Boak’s homebase for the foreseeable future is a hotel room inside the Pullman Hotel in East Melbourne.
A number of Port players packed PlayStations in their luggage as a way to keep busy, but Boak packed a stack of books – including Brian Windhorst’s book about NBA star LeBron James, called “LeBron, Inc: The Making of a Billion-Dollar Athlete” – into his suitcase to keep his mind active in between training sessions.
“There’s another one, ‘Fear Less’ by Dr Pippa Grange, is something I’ve just started. I love all those books … that help mentally and help you perform and help you become a better person and let go of a lot of the stuff that we hold certainly in tough times and the anxiety and stress of the world to get through that kind of stuff.

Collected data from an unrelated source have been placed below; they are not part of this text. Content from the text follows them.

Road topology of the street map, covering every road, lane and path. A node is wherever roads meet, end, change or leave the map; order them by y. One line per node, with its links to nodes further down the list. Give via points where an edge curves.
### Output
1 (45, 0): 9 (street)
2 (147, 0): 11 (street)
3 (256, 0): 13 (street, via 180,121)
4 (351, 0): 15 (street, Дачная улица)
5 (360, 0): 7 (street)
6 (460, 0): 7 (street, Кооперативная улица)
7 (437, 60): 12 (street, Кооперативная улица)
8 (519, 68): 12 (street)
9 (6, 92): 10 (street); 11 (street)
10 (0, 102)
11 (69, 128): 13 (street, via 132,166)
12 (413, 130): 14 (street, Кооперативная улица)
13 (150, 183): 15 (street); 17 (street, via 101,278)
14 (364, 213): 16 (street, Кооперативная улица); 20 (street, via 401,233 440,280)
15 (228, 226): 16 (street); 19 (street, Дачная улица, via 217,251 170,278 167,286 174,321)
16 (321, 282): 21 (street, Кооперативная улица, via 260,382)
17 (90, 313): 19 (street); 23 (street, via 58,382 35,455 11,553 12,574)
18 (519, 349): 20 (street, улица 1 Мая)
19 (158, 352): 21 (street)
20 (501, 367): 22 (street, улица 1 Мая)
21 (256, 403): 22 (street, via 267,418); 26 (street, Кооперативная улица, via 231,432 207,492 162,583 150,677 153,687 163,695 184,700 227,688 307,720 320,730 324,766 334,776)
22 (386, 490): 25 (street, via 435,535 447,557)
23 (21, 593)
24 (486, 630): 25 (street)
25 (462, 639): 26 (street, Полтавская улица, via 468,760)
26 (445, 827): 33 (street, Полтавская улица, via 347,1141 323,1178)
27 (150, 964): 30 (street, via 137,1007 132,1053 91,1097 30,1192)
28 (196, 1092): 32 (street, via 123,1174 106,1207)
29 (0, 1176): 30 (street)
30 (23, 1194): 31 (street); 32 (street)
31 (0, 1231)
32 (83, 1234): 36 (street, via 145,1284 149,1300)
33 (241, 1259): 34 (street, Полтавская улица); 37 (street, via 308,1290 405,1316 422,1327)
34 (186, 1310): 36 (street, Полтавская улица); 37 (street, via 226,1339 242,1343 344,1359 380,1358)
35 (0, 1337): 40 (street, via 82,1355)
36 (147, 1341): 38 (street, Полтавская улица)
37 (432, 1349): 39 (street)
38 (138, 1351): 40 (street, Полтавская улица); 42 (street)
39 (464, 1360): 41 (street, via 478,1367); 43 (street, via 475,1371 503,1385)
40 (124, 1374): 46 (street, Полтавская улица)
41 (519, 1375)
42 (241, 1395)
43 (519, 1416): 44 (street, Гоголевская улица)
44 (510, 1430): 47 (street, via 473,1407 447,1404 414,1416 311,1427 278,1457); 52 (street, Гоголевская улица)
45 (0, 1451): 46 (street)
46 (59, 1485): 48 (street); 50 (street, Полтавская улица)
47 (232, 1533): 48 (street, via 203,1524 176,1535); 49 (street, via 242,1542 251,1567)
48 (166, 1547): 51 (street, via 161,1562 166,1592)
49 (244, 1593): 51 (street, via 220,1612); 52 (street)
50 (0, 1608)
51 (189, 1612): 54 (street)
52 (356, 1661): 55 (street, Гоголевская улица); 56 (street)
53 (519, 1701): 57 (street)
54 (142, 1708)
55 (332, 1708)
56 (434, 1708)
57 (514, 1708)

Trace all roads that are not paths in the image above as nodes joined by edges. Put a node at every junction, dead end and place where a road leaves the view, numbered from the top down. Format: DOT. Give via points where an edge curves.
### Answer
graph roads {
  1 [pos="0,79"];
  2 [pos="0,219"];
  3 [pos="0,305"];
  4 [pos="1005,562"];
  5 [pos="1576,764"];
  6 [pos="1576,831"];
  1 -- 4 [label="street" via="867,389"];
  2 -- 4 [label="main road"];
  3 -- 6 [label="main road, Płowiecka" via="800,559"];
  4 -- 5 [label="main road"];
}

“I’ve found those books help me a lot.”
But Friday night’s game against Collingwood remains a key focus and Boak is hopeful the “Holy Trinity” of Zak Butters, Xavier Duursma and Connor Rozee will all be able to play in Friday night’s clash against the Pies, having all recovered from injury.
“Hopefully we can have all three of those back in the side because we know how much they add to our group,” he said.
“No doubt we haven’t played our best footy yet, we know it’s ahead of us and we know these guys coming back into the side can help us.”